From my hotel window I can see the border fence with Ciudad Juarez, and a residential neighborhood that starts shortly behind it and ascends the slope of a mountain. On the side of the mountain are painted, in big white letters and in Spanish, the words: “Ciudad Juarez. The Bible is the truth. Read it.”
The words are a bit disconcerting, considering that beneath them sprawls the city that holds the inglorious distinction of being Mexico’s murder capital. Drug violence has been the cause of more than 3,000 deaths there since the start of last year.
And there’s the fence itself. This is the first border town I’ve visited outside of San Diego. I flew a long way to get here, and the desert was vast. Looking out the window it’s baffling that the rusted fence I see is the same one I wrote about a couple of months ago in San Diego, more than 700 miles away.
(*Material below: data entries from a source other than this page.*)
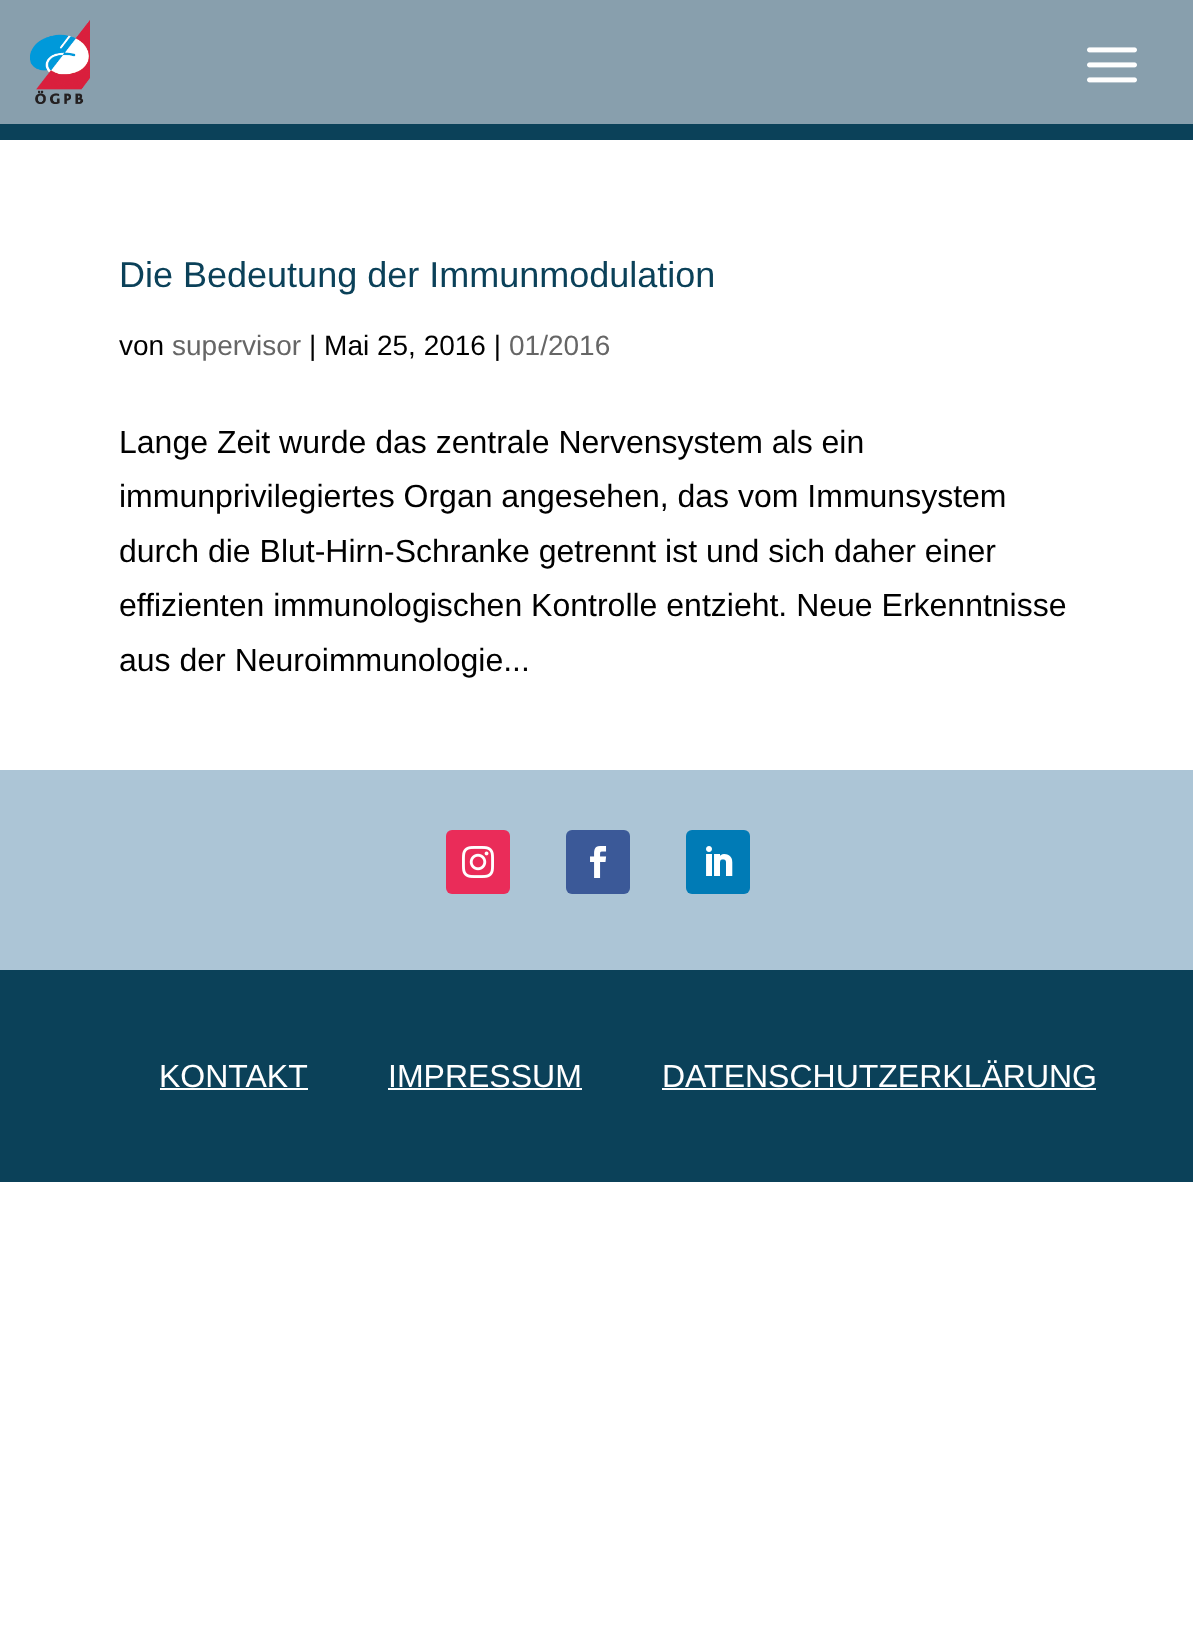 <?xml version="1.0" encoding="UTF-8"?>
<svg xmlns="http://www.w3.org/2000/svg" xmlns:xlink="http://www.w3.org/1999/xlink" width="1193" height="1648">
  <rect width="100%" height="100%" fill="#ffffff" />
  <rect width="1193" height="124" fill="#889fad" />
  <rect y="124" width="1193" height="16" fill="#0b4159" />
  <image x="30" y="20" width="60" height="84" xlink:href="image1.png" />
  <image x="1087" y="47" width="50" height="36" xlink:href="image2.png" />
  <rect y="770" width="1193" height="200" fill="#acc5d6" />
  <rect x="446" y="830" width="64" height="64" rx="6" fill="#ea2c59" />
  <image x="462" y="846" width="32" height="32" xlink:href="image3.png" />
  <rect x="566" y="830" width="64" height="64" rx="6" fill="#3b5998" />
  <image x="590" y="846" width="17" height="32" xlink:href="image4.png" />
  <rect x="686" y="830" width="64" height="64" rx="6" fill="#007bb6" />
  <image x="706" y="846" width="27" height="30" xlink:href="image5.png" />
  <rect y="970" width="1193" height="212" fill="#0b4159" />
  <rect x="160" y="1088" width="148" height="2" fill="#ffffff" />
  <rect x="388" y="1088" width="194" height="2" fill="#ffffff" />
  <rect x="662" y="1088" width="434" height="2" fill="#ffffff" />
  <text x="119" y="287" style="font-family: Liberation Sans; font-size: 36px; fill: #0b4159">Die Bedeutung der Immunmodulation</text>
  <text x="119" y="355" style="font-family: Liberation Sans; font-size: 28px; fill: #000000">von</text>
  <text x="172" y="355" style="font-family: Liberation Sans; font-size: 28px; fill: #666666">supervisor</text>
  <text x="309" y="355" style="font-family: Liberation Sans; font-size: 28px; fill: #000000">| Mai 25, 2016 |</text>
  <text x="509" y="355" style="font-family: Liberation Sans; font-size: 28px; fill: #666666">01/2016</text>
  <text x="119" y="453" style="font-family: Liberation Sans; font-size: 32px; fill: #000000">Lange Zeit wurde das zentrale Nervensystem als ein</text>
  <text x="119" y="507" style="font-family: Liberation Sans; font-size: 32px; fill: #000000">immunprivilegiertes Organ angesehen, das vom Immunsystem</text>
  <text x="119" y="562" style="font-family: Liberation Sans; font-size: 32px; fill: #000000">durch die Blut-Hirn-Schranke getrennt ist und sich daher einer</text>
  <text x="119" y="616" style="font-family: Liberation Sans; font-size: 32px; fill: #000000">effizienten immunologischen Kontrolle entzieht. Neue Erkenntnisse</text>
  <text x="119" y="671" style="font-family: Liberation Sans; font-size: 32px; fill: #000000">aus der Neuroimmunologie...</text>
  <text x="159" y="1087" style="font-family: Liberation Sans; font-size: 32px; fill: #ffffff">KONTAKT</text>
  <text x="388" y="1087" style="font-family: Liberation Sans; font-size: 32px; fill: #ffffff">IMPRESSUM</text>
  <text x="662" y="1087" style="font-family: Liberation Sans; font-size: 32px; fill: #ffffff">DATENSCHUTZERKLÄRUNG</text>
</svg>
So there are those images, which are certainly powerful and unsettling ones, and which have come to define the perception of the borderlands in San Diego and the rest of the Southwest for many Americans.
But then there are the ones that I heard so eloquently expressed today, during the first day of the conference that has convened leaders of civil society both in the United States and Mexico’s border regions. They are trying to promote opportunity for trans-border exchanges of language, community, commerce, ideas, and innovation.
I have met people from California, Arizona, New Mexico, and Texas who believe in the words “hopeful,” “culture” and “beauty,” and who think you have to believe in those words if you are to create good out of a region often feared, and convince skeptics that it’s possible.
There are grant makers, community health promoters, education advocates, housing providers, and even a few journalists who want to dwell on the border’s untold stories. I’m coming away with some interesting future story ideas of my own.
What are your thoughts on the untold stories of San Diego’s border? What should I be asking about while I’m here, among people who believe there’s more to the border than a rusted fence meant to keep weapons, drugs, and people out?